ROMANS -- ABUNDANT LIFE IN CHRIST (7)

The Matchless Marvel of the Grace of God  -- A New Righteousness

Romans 3:21-24 (NKJV)

Dr. Gordon E. Johnson

Rio Grande Bible Institute

Introduction♦

From Romans 1:18 through 3:20 the general revelation of God in creation and the Mosaic law have thundered against the sin of mankind. With sixty three unrelenting continuous verses (1:18-3:20), Paul under the inspiration of the Holy Spirit will allow absolutely no merit or inherent worth in man's best and worst efforts. The logical consequence can only be that mankind, be he/she Jewish or Gentile, is and will be totally bereft of any hope of salvation based on his own works.  Mankind has come to the end of his line.

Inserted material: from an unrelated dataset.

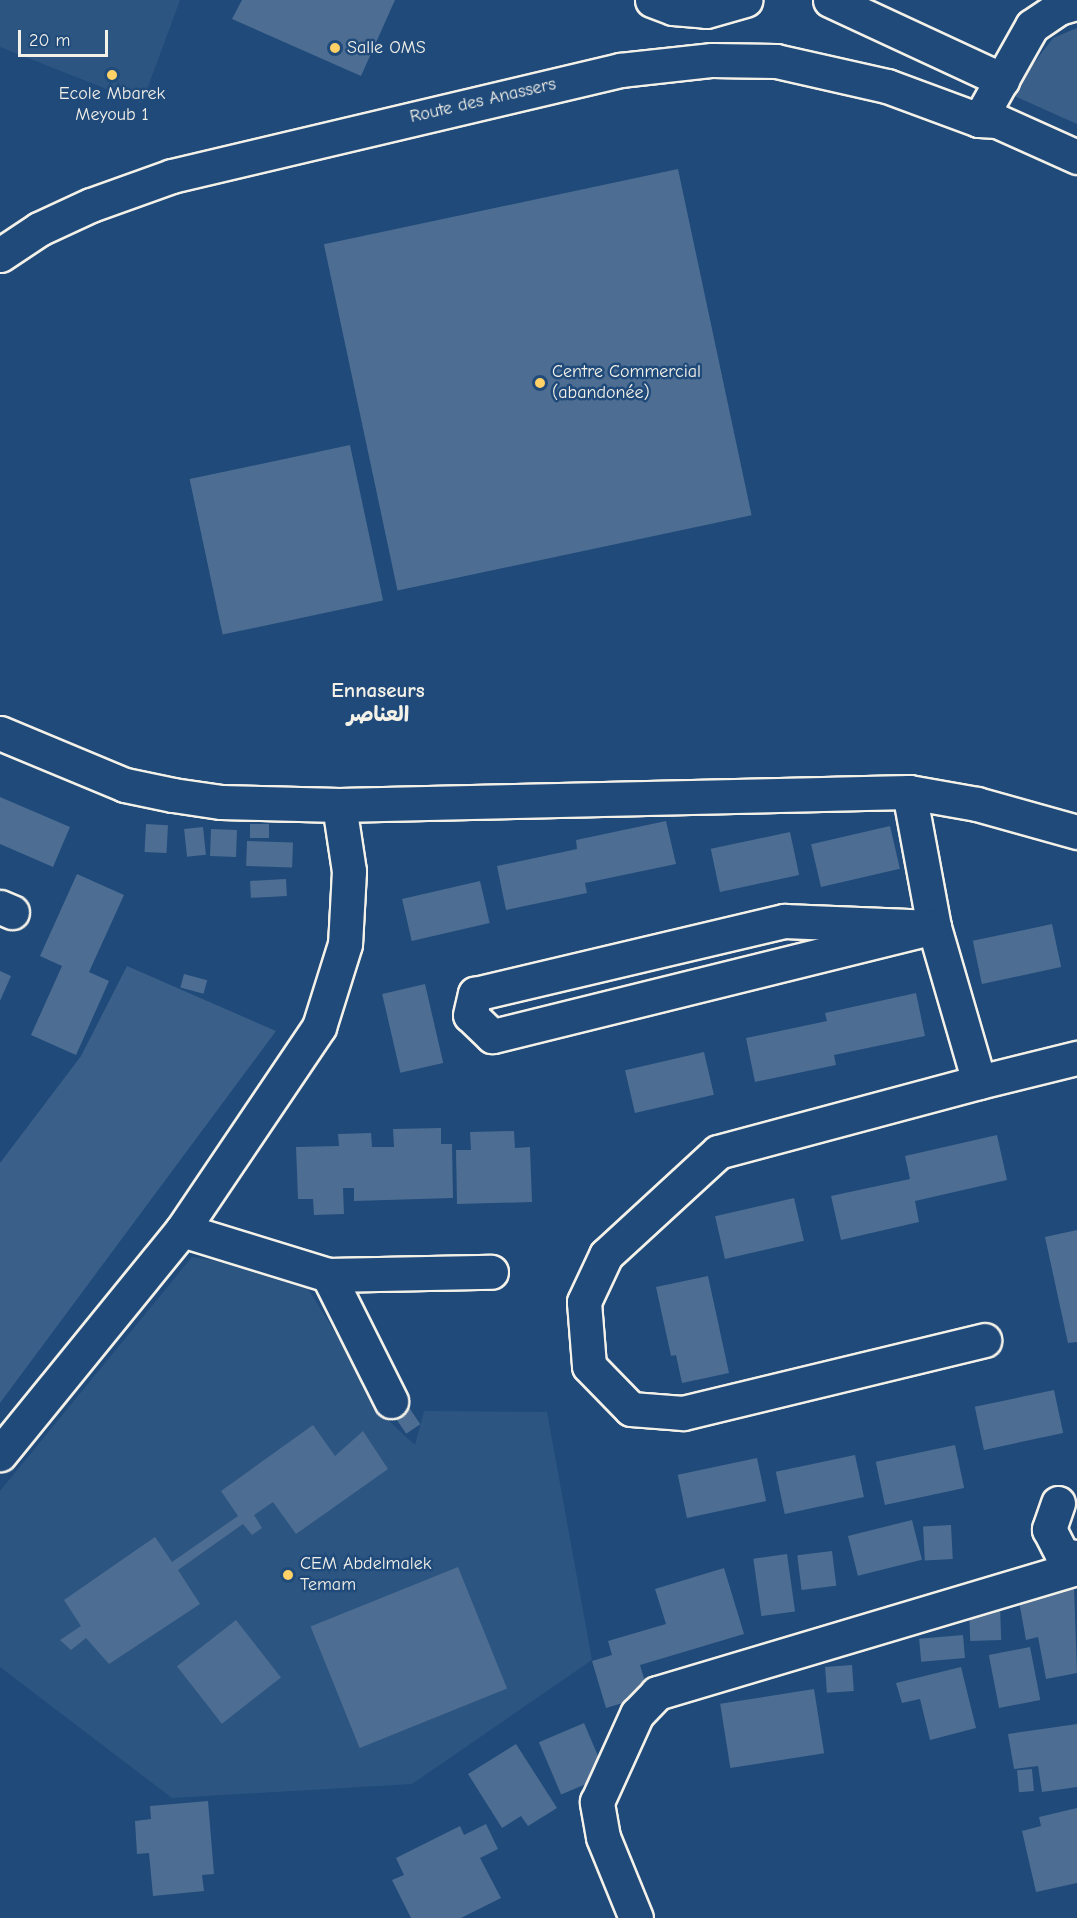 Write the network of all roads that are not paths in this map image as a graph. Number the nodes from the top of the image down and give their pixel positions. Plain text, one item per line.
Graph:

But the matchless marvel of God's grace is that Paul now does a hundred and eighty degree turn and introduces with majestic assurance that salvation is at hand by the expressed initiative of God, the holy judge.  In one sense from the most unexpected source imaginable, the holy Judge himself, comes the issuance of the valid offer of righteousness, nothing less than the very righteousness of his own Son.  God the Father had affirmed that righteousness at Jesus' baptism (Matt. 3:17) and transfiguration (Luke 9:35) and verified it once and for all by the resurrection of our Substitute and Sin Bearer (Rom. 1:4).

Since man has no righteousness of his own, salvation if there is to be any salvation at all, must be God's righteousness reckoned to the believing sinner. That is precisely the marvel of his matchless grace. Paul will now expound how God does it.

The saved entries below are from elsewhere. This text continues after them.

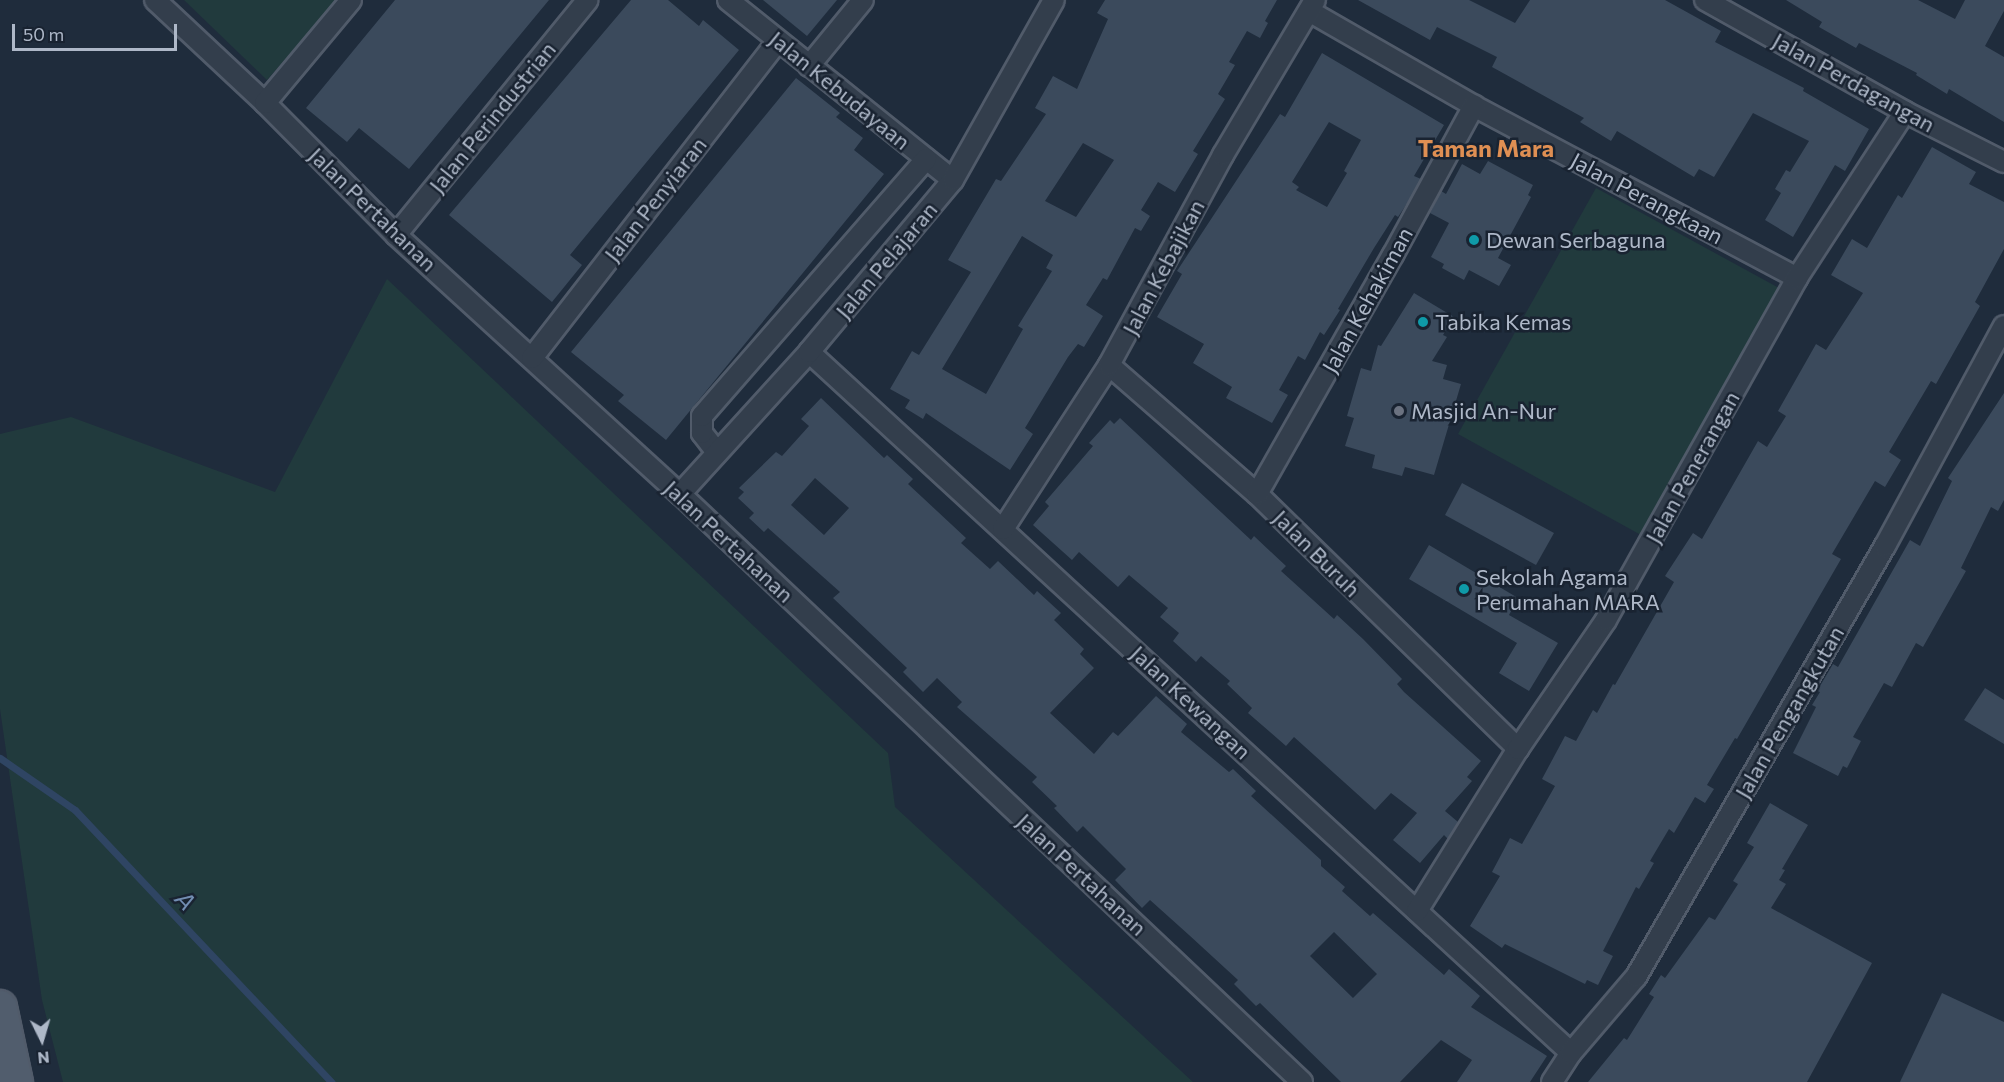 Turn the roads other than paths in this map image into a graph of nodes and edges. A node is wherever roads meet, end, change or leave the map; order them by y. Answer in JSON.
{"nodes":[{"id":1,"x":155,"y":0,"type":"edge"},
{"id":2,"x":351,"y":0,"type":"edge"},
{"id":3,"x":588,"y":0,"type":"edge"},
{"id":4,"x":728,"y":0,"type":"edge"},
{"id":5,"x":863,"y":0,"type":"edge"},
{"id":6,"x":1054,"y":0,"type":"edge"},
{"id":7,"x":1705,"y":0,"type":"edge"},
{"id":8,"x":1312,"y":5,"type":"edge"},
{"id":9,"x":778,"y":41,"type":"junction"},
{"id":10,"x":809,"y":66,"type":"junction"},
{"id":11,"x":265,"y":103,"type":"junction"},
{"id":12,"x":1474,"y":106,"type":"junction"},
{"id":13,"x":1905,"y":112,"type":"junction"},
{"id":14,"x":926,"y":159,"type":"junction"},
{"id":15,"x":2004,"y":162,"type":"edge"},
{"id":16,"x":953,"y":180,"type":"junction"},
{"id":17,"x":396,"y":235,"type":"junction"},
{"id":18,"x":1797,"y":278,"type":"junction"},
{"id":19,"x":2004,"y":326,"type":"edge"},
{"id":20,"x":809,"y":352,"type":"junction"},
{"id":21,"x":532,"y":358,"type":"junction"},
{"id":22,"x":1109,"y":365,"type":"junction"},
{"id":23,"x":716,"y":451,"type":"junction"},
{"id":24,"x":680,"y":494,"type":"junction"},
{"id":25,"x":1257,"y":494,"type":"junction"},
{"id":26,"x":1003,"y":529,"type":"junction"},
{"id":27,"x":1518,"y":749,"type":"junction"},
{"id":28,"x":1417,"y":911,"type":"junction"},
{"id":29,"x":0,"y":1007,"type":"edge"},
{"id":30,"x":1571,"y":1053,"type":"junction"},
{"id":31,"x":16,"y":1082,"type":"edge"},
{"id":32,"x":1302,"y":1082,"type":"edge"},
{"id":33,"x":1552,"y":1082,"type":"edge"}],
"edges":[{"from":1,"to":11,"type":"street","name":"Jalan Pertahanan"},
{"from":2,"to":11,"type":"street"},
{"from":3,"to":17,"type":"street","name":"Jalan Perindustrian"},
{"from":4,"to":9,"type":"street","name":"Jalan Kebudayaan"},
{"from":5,"to":10,"type":"street"},
{"from":6,"to":16,"type":"street","name":"Jalan Pelajaran"},
{"from":7,"to":13,"type":"street","name":"Jalan Perdagangan"},
{"from":8,"to":12,"type":"street","name":"Jalan Perangkaan"},
{"from":8,"to":22,"type":"street","name":"Jalan Kebajikan"},
{"from":9,"to":10,"type":"street","name":"Jalan Kebudayaan"},
{"from":9,"to":21,"type":"street","name":"Jalan Penyiaran"},
{"from":10,"to":14,"type":"street","name":"Jalan Kebudayaan"},
{"from":11,"to":17,"type":"street","name":"Jalan Pertahanan"},
{"from":12,"to":18,"type":"street","name":"Jalan Perangkaan"},
{"from":12,"to":25,"type":"street","name":"Jalan Kehakiman"},
{"from":13,"to":15,"type":"street","name":"Jalan Perdagangan"},
{"from":13,"to":18,"type":"street","name":"Jalan Penerangan"},
{"from":14,"to":16,"type":"street","name":"Jalan Kebudayaan"},
{"from":14,"to":23,"type":"street"},
{"from":16,"to":20,"type":"street","name":"Jalan Pelajaran"},
{"from":17,"to":21,"type":"street","name":"Jalan Pertahanan"},
{"from":18,"to":27,"type":"street","name":"Jalan Penerangan"},
{"from":19,"to":30,"type":"street","name":"Jalan Pengangkutan"},
{"from":20,"to":23,"type":"street","name":"Jalan Pelajaran"},
{"from":20,"to":26,"type":"street","name":"Jalan Kewangan"},
{"from":21,"to":24,"type":"street","name":"Jalan Pertahanan"},
{"from":22,"to":25,"type":"street","name":"Jalan Buruh"},
{"from":22,"to":26,"type":"street","name":"Jalan Kebajikan"},
{"from":23,"to":24,"type":"street","name":"Jalan Pelajaran"},
{"from":24,"to":32,"type":"street","name":"Jalan Pertahanan"},
{"from":25,"to":27,"type":"street","name":"Jalan Buruh"},
{"from":26,"to":28,"type":"street","name":"Jalan Kewangan"},
{"from":27,"to":28,"type":"street","name":"Jalan Penerangan"},
{"from":28,"to":30,"type":"street","name":"Jalan Kewangan"},
{"from":29,"to":31,"type":"main road"},
{"from":30,"to":33,"type":"street","name":"Jalan Pengangkutan"}]}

The Righteous Judge Announces His Gracious Salvation   Romans 3: 21-23

All theologians agree that Romans 3:21-26 is the classic biblical treatment of salvation. Nothing is more concise, profound and inclusive that these few verses. They have never been plumbed for depth or meaning. Paul begins with adversative conjunction; "but now", two simple words, an emphatic logical transition, that reverse the whole thrust of the previous verses (1:18-3:20). From another source so unexpected comes the offer of God's righteousness.

Here we pause to make clear there are two expressions of different and yet related meanings to the "righteousness of God." 1.)  Its most express form was the Mosaic Law that epitomized God's holiness and righteous demands.  The Mosaic Law was a transcription of the absolute righteousness of God, his primary attribute.  But Paul has already established that that Law has "stopped the mouth of every man" (3:19, 20). On the contrary, the knowledge of sin comes by that law.  That law could never save, much less sanctify, but rather only condemns us.  Where does that leave us?

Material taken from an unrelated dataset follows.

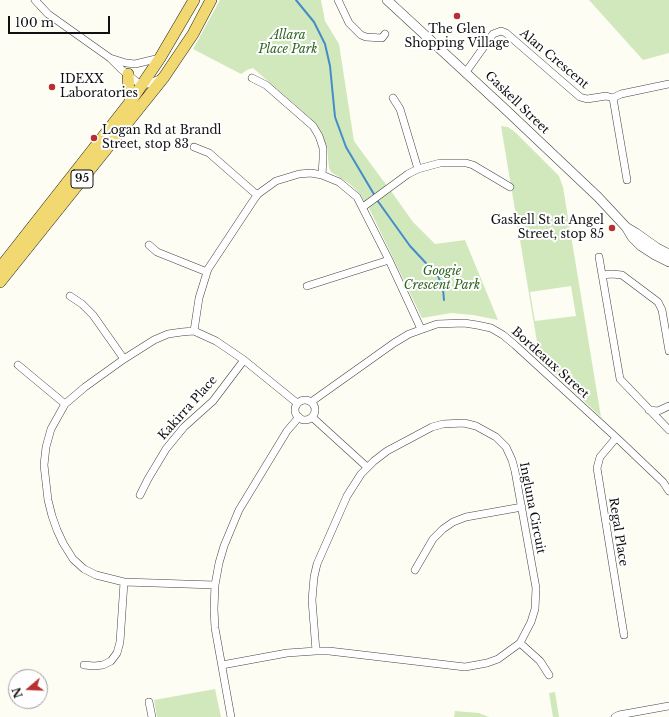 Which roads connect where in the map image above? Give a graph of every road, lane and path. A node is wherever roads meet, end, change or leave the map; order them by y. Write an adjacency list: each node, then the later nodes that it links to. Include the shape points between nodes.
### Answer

Now comes the gracious announcement:  2.) "But now the righteousness of God  . . . even the righteousness of God, which is though faith in Jesus Christ to all and on all who believe" Rom. 3:21, 22).  Where no hope existed, when every supposed merit or demerit of man was listed, no salvation was possible. But Paul affirms that this salvation was nothing new or strange. He says: "But now the righteousness of God apart from the law is revealed, being witnessed by the Law and the Prophets." He is saying in effect that the Old Testament teaches God's unique salvation plan. We must be able to find it in the Pentateuch and the Prophets.

No one less that Jesus himself testifies to that effect. "You search the Scriptures, for in them you think you have eternal life; and these are they which testify of Me" (John 5:39). And of the two on the road to Emmaus it is said: "And beginning at Moses and all the Prophets, he expounded to them in all the Scriptures the things concerning Himself" (Luke 24:27).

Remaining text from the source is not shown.